Here, she shares insight into cell communication and signaling dysregulation – her area of expertise. Her
research group are focused on understanding the signals sent to, and sent by cells – and how this communication influences cellular behavior. As well as touching on her research, Caroline discusses the evolution of cancer and suggests strategies for encouraging more women to pursue a career in STEM.

Laura Lansdowne (LL): What motivated you to pursue a career in science?

Caroline Hill (CH):
I first had the idea of becoming a scientist when I was about 10 or 11 years old, when I read a biography of Marie Curie. I relished the idea of working in a lab and discovering things that no one else knew. Even as a small child I also loved doing practical things – cooking, gardening, woodwork, so honed my practical skills that way. At secondary school I really enjoyed maths, physics and chemistry and had a natural aptitude for these subjects. I intended originally to become a physicist, but worked in a hospital biochemistry lab in my gap year before I went to university and that was when I realized that what I really wanted to do was medical research. This passion grew during my time as an undergraduate at the University of Cambridge and I specialized in biochemistry at the end of my degree course.

LL: Could you tell us more about your current research interests and area of expertise?

CH:
My major research interest is cell communication. We study how one group of cells sends out chemical signals to neighboring cells that change their behavior, for example their growth rate, their shape, their ability to move, or their identity. This phenomenon, which is called cell signaling, is essential for embryonic development, the process whereby a single cell (the fertilized egg) develops to eventually become a complex newborn animal. Crucially, cell signaling goes awry in human diseases, most notably in cancer.

The particular signals that my lab works on are required for specifying different types of cells in the embryo and for patterning the embryo, and they also play critical roles in driving both the initiation and spread of tumors in humans. With regard to the embryology side of our work, we focus on zebrafish embryos, which are simpler to study than humans, but share many of the same processes. We want to understand how cell communication determines what types of cells are specified at the early stages of embryonic development and how this leads to intricately patterned fully functioning tissues later in development. This is not only important from the discovery point of view, but is important for developing methods to engineer tissues for organ repair in adults. With respect to cancer, we are trying to understand how mis-regulated signaling leads to the growth and spread of tumors.
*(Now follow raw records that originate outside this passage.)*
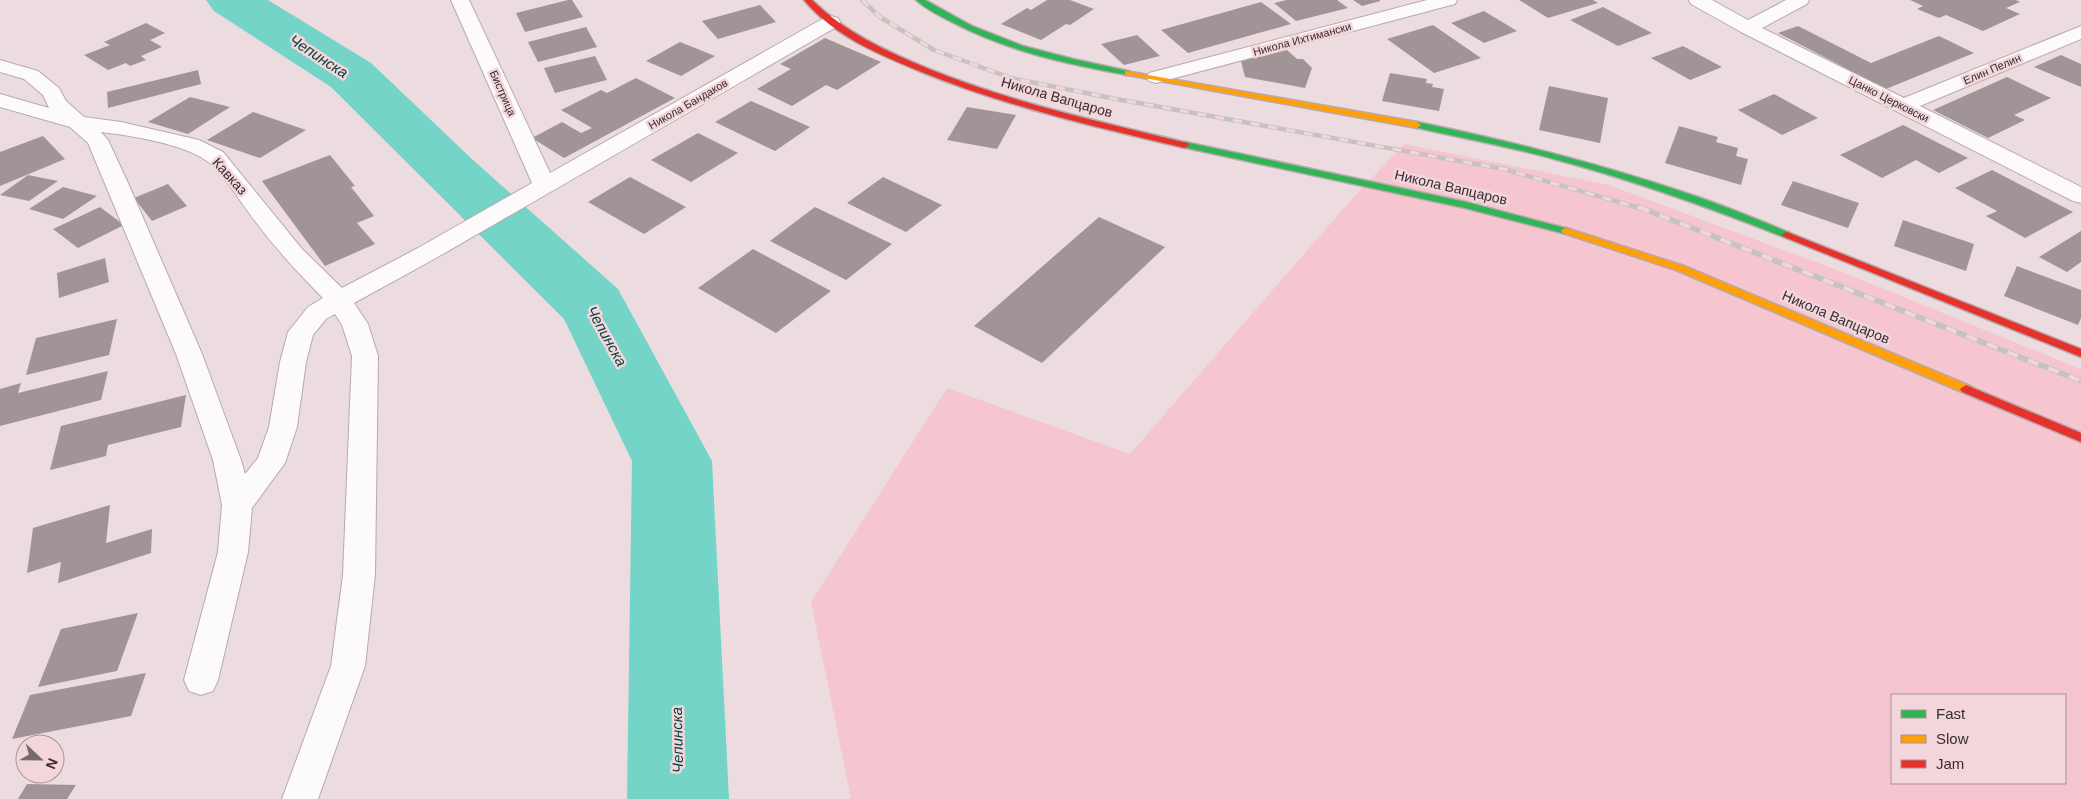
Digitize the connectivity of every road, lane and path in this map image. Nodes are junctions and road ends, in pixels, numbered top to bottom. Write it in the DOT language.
graph roads {
  1 [pos="460,0"];
  2 [pos="808,0"];
  3 [pos="920,0"];
  4 [pos="1448,0"];
  5 [pos="1698,0"];
  6 [pos="1800,0"];
  7 [pos="831,22"];
  8 [pos="1748,28"];
  9 [pos="2081,32"];
  10 [pos="0,66"];
  11 [pos="1156,77"];
  12 [pos="0,100"];
  13 [pos="1903,106"];
  14 [pos="79,123"];
  15 [pos="541,188"];
  16 [pos="2081,196"];
  17 [pos="339,300"];
  18 [pos="2081,353"];
  19 [pos="2081,438"];
  20 [pos="237,505"];
  21 [pos="201,680"];
  22 [pos="300,799"];
  1 -- 15 [label="street, Бистрица"];
  2 -- 7 [label="street, Никола Вапцаров"];
  3 -- 11 [label="street"];
  4 -- 11 [label="street, Никола Ихтимански"];
  5 -- 8 [label="street, Цанко Церковски"];
  6 -- 8 [label="street"];
  7 -- 15 [label="street, Никола Бандаков"];
  7 -- 19 [label="street, Никола Вапцаров"];
  8 -- 13 [label="street, Цанко Церковски"];
  9 -- 13 [label="street, Елин Пелин"];
  10 -- 14 [label="street"];
  11 -- 18 [label="street"];
  12 -- 14 [label="street, Кавказ"];
  13 -- 16 [label="street, Цанко Церковски"];
  14 -- 17 [label="street, Кавказ"];
  14 -- 20 [label="street"];
  15 -- 17 [label="street, Никола Бандаков"];
  17 -- 20 [label="street, Никола Бандаков"];
  17 -- 22 [label="street, Кавказ"];
  20 -- 21 [label="street"];
}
We are also developing therapeutics to inhibit this signaling, which we hope might result in the clinical development of novel drugs for treating different types of cancer.

LL: Are there any areas that you are yet to explore that you would be eager to investigate in the future?

CH:
Mis-regulated signaling by the proteins that we work on not only results in cancer, but can also lead to other diseases, in particular, the so-called Marfan-related syndromes. These are syndromes that affect bone growth and the cardiovascular system among others things, and result from mutations occurring in proteins that are responsible for communicating the signals we are interested in in the target cells. We have just started to explore these diseases with a view to being able to develop therapeutics to help patients manage their symptoms, and even reverse some of the detrimental effects of the mutations.

In terms of cancer, if we are successful with the therapeutic strategies that we are developing, we want to explore which different cancers they may be relevant for. This is very exciting, as we have some evidence to suggest that the mis-regulated signaling we are investigating might be a fairly widespread phenomenon.

LL: How has our understanding of cancer evolved since you began to work in the field?

CH:
Our understanding of cancer has grown hugely since I first started working in the field in the early 1990s. First of all, we have a much better idea now about the range of mutations that drive tumor formation and spread from our ability to sequence genomes.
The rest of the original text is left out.